**STUDY MATERIAL**
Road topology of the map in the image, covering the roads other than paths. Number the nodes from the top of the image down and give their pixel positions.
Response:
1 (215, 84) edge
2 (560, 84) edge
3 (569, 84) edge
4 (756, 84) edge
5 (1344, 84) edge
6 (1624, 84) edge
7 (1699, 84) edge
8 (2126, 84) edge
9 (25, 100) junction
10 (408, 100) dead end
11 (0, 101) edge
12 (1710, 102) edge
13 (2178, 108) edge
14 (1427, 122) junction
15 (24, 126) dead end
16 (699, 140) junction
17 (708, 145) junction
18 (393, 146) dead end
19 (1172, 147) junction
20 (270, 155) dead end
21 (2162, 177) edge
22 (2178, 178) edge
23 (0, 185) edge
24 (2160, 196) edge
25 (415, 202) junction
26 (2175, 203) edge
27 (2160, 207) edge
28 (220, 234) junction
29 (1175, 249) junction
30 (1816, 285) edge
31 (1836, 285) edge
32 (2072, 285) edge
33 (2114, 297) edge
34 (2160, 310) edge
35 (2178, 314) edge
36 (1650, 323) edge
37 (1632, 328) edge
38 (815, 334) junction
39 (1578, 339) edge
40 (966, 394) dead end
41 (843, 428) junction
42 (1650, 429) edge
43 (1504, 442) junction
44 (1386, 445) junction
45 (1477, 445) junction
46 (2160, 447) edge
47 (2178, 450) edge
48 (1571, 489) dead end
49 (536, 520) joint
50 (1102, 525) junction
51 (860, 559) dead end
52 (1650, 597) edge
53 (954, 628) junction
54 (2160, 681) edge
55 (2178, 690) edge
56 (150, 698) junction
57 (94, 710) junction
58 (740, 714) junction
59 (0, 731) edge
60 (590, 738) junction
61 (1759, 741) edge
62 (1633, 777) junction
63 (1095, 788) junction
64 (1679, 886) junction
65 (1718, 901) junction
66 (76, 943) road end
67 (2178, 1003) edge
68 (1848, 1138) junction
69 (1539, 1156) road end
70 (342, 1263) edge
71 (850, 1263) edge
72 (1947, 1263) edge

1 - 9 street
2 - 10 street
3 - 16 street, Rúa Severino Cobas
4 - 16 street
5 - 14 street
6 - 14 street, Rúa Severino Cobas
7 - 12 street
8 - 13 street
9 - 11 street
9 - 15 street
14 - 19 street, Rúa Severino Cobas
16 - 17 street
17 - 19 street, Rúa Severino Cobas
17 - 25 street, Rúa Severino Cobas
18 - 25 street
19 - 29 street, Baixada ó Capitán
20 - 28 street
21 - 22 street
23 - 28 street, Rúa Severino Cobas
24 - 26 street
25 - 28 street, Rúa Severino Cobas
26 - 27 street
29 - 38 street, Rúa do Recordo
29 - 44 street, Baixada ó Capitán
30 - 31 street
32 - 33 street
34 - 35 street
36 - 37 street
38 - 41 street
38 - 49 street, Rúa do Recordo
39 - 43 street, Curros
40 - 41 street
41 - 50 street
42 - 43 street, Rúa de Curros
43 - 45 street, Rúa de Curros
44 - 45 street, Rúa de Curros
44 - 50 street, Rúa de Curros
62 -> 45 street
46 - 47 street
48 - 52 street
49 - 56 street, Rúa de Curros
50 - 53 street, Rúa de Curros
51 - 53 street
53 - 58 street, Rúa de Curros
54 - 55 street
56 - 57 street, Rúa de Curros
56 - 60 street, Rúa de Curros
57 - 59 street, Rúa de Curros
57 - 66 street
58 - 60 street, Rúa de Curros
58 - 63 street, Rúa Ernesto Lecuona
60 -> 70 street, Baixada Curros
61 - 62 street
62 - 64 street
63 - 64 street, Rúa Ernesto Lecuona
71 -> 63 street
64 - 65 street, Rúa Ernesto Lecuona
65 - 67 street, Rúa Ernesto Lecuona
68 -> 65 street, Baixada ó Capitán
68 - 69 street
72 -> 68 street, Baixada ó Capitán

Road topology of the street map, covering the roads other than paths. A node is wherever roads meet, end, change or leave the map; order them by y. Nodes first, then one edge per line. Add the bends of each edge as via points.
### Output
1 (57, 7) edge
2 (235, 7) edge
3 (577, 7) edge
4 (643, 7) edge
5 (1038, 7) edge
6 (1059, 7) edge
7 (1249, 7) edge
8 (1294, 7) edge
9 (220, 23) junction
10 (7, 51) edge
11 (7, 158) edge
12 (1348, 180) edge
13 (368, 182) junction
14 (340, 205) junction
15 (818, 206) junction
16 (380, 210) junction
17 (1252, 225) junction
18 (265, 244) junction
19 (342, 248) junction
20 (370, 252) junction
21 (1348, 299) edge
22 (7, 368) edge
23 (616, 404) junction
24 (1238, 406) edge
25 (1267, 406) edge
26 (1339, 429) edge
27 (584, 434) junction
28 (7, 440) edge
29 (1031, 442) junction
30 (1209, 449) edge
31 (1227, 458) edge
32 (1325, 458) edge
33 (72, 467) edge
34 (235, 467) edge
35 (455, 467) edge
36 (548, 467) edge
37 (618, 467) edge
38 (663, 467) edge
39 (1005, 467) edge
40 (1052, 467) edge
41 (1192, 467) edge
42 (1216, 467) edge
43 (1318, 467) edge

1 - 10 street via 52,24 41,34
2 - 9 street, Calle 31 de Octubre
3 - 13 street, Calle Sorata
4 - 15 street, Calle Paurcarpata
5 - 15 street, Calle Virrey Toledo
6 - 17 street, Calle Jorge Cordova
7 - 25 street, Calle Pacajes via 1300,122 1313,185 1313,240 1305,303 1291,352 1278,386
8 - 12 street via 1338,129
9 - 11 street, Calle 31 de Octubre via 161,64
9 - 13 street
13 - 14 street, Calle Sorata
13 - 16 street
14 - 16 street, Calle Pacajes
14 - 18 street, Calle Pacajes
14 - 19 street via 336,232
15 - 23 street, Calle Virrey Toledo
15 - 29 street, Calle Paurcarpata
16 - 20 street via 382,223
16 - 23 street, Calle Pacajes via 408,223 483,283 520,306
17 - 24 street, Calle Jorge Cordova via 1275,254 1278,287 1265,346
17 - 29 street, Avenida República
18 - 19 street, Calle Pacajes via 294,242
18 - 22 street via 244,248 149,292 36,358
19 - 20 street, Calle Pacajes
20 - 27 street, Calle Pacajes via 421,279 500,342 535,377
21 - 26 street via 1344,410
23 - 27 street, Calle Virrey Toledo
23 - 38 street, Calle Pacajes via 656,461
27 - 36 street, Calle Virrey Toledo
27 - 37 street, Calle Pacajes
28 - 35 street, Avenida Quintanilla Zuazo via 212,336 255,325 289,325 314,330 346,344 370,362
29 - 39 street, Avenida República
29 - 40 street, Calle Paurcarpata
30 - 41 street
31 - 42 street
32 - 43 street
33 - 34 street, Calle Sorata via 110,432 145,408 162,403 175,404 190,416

**EXERCISE OBJECTIVE**
Set the whole listing down again so that it matches the original exactly.

**ANSWER FOR THIS EXERCISE**
Road topology of the map in the image, covering the roads other than paths. Number the nodes from the top of the image down and give their pixel positions.
Response:
1 (215, 84) edge
2 (560, 84) edge
3 (569, 84) edge
4 (756, 84) edge
5 (1344, 84) edge
6 (1624, 84) edge
7 (1699, 84) edge
8 (2126, 84) edge
9 (25, 100) junction
10 (408, 100) dead end
11 (0, 101) edge
12 (1710, 102) edge
13 (2178, 108) edge
14 (1427, 122) junction
15 (24, 126) dead end
16 (699, 140) junction
17 (708, 145) junction
18 (393, 146) dead end
19 (1172, 147) junction
20 (270, 155) dead end
21 (2162, 177) edge
22 (2178, 178) edge
23 (0, 185) edge
24 (2160, 196) edge
25 (415, 202) junction
26 (2175, 203) edge
27 (2160, 207) edge
28 (220, 234) junction
29 (1175, 249) junction
30 (1816, 285) edge
31 (1836, 285) edge
32 (2072, 285) edge
33 (2114, 297) edge
34 (2160, 310) edge
35 (2178, 314) edge
36 (1650, 323) edge
37 (1632, 328) edge
38 (815, 334) junction
39 (1578, 339) edge
40 (966, 394) dead end
41 (843, 428) junction
42 (1650, 429) edge
43 (1504, 442) junction
44 (1386, 445) junction
45 (1477, 445) junction
46 (2160, 447) edge
47 (2178, 450) edge
48 (1571, 489) dead end
49 (536, 520) joint
50 (1102, 525) junction
51 (860, 559) dead end
52 (1650, 597) edge
53 (954, 628) junction
54 (2160, 681) edge
55 (2178, 690) edge
56 (150, 698) junction
57 (94, 710) junction
58 (740, 714) junction
59 (0, 731) edge
60 (590, 738) junction
61 (1759, 741) edge
62 (1633, 777) junction
63 (1095, 788) junction
64 (1679, 886) junction
65 (1718, 901) junction
66 (76, 943) road end
67 (2178, 1003) edge
68 (1848, 1138) junction
69 (1539, 1156) road end
70 (342, 1263) edge
71 (850, 1263) edge
72 (1947, 1263) edge

1 - 9 street
2 - 10 street
3 - 16 street, Rúa Severino Cobas
4 - 16 street
5 - 14 street
6 - 14 street, Rúa Severino Cobas
7 - 12 street
8 - 13 street
9 - 11 street
9 - 15 street
14 - 19 street, Rúa Severino Cobas
16 - 17 street
17 - 19 street, Rúa Severino Cobas
17 - 25 street, Rúa Severino Cobas
18 - 25 street
19 - 29 street, Baixada ó Capitán
20 - 28 street
21 - 22 street
23 - 28 street, Rúa Severino Cobas
24 - 26 street
25 - 28 street, Rúa Severino Cobas
26 - 27 street
29 - 38 street, Rúa do Recordo
29 - 44 street, Baixada ó Capitán
30 - 31 street
32 - 33 street
34 - 35 street
36 - 37 street
38 - 41 street
38 - 49 street, Rúa do Recordo
39 - 43 street, Curros
40 - 41 street
41 - 50 street
42 - 43 street, Rúa de Curros
43 - 45 street, Rúa de Curros
44 - 45 street, Rúa de Curros
44 - 50 street, Rúa de Curros
62 -> 45 street
46 - 47 street
48 - 52 street
49 - 56 street, Rúa de Curros
50 - 53 street, Rúa de Curros
51 - 53 street
53 - 58 street, Rúa de Curros
54 - 55 street
56 - 57 street, Rúa de Curros
56 - 60 street, Rúa de Curros
57 - 59 street, Rúa de Curros
57 - 66 street
58 - 60 street, Rúa de Curros
58 - 63 street, Rúa Ernesto Lecuona
60 -> 70 street, Baixada Curros
61 - 62 street
62 - 64 street
63 - 64 street, Rúa Ernesto Lecuona
71 -> 63 street
64 - 65 street, Rúa Ernesto Lecuona
65 - 67 street, Rúa Ernesto Lecuona
68 -> 65 street, Baixada ó Capitán
68 - 69 street
72 -> 68 street, Baixada ó Capitán

Road topology of the street map, covering the roads other than paths. A node is wherever roads meet, end, change or leave the map; order them by y. Nodes first, then one edge per line. Add the bends of each edge as via points.
### Output
1 (57, 7) edge
2 (235, 7) edge
3 (577, 7) edge
4 (643, 7) edge
5 (1038, 7) edge
6 (1059, 7) edge
7 (1249, 7) edge
8 (1294, 7) edge
9 (220, 23) junction
10 (7, 51) edge
11 (7, 158) edge
12 (1348, 180) edge
13 (368, 182) junction
14 (340, 205) junction
15 (818, 206) junction
16 (380, 210) junction
17 (1252, 225) junction
18 (265, 244) junction
19 (342, 248) junction
20 (370, 252) junction
21 (1348, 299) edge
22 (7, 368) edge
23 (616, 404) junction
24 (1238, 406) edge
25 (1267, 406) edge
26 (1339, 429) edge
27 (584, 434) junction
28 (7, 440) edge
29 (1031, 442) junction
30 (1209, 449) edge
31 (1227, 458) edge
32 (1325, 458) edge
33 (72, 467) edge
34 (235, 467) edge
35 (455, 467) edge
36 (548, 467) edge
37 (618, 467) edge
38 (663, 467) edge
39 (1005, 467) edge
40 (1052, 467) edge
41 (1192, 467) edge
42 (1216, 467) edge
43 (1318, 467) edge

1 - 10 street via 52,24 41,34
2 - 9 street, Calle 31 de Octubre
3 - 13 street, Calle Sorata
4 - 15 street, Calle Paurcarpata
5 - 15 street, Calle Virrey Toledo
6 - 17 street, Calle Jorge Cordova
7 - 25 street, Calle Pacajes via 1300,122 1313,185 1313,240 1305,303 1291,352 1278,386
8 - 12 street via 1338,129
9 - 11 street, Calle 31 de Octubre via 161,64
9 - 13 street
13 - 14 street, Calle Sorata
13 - 16 street
14 - 16 street, Calle Pacajes
14 - 18 street, Calle Pacajes
14 - 19 street via 336,232
15 - 23 street, Calle Virrey Toledo
15 - 29 street, Calle Paurcarpata
16 - 20 street via 382,223
16 - 23 street, Calle Pacajes via 408,223 483,283 520,306
17 - 24 street, Calle Jorge Cordova via 1275,254 1278,287 1265,346
17 - 29 street, Avenida República
18 - 19 street, Calle Pacajes via 294,242
18 - 22 street via 244,248 149,292 36,358
19 - 20 street, Calle Pacajes
20 - 27 street, Calle Pacajes via 421,279 500,342 535,377
21 - 26 street via 1344,410
23 - 27 street, Calle Virrey Toledo
23 - 38 street, Calle Pacajes via 656,461
27 - 36 street, Calle Virrey Toledo
27 - 37 street, Calle Pacajes
28 - 35 street, Avenida Quintanilla Zuazo via 212,336 255,325 289,325 314,330 346,344 370,362
29 - 39 street, Avenida República
29 - 40 street, Calle Paurcarpata
30 - 41 street
31 - 42 street
32 - 43 street
33 - 34 street, Calle Sorata via 110,432 145,408 162,403 175,404 190,416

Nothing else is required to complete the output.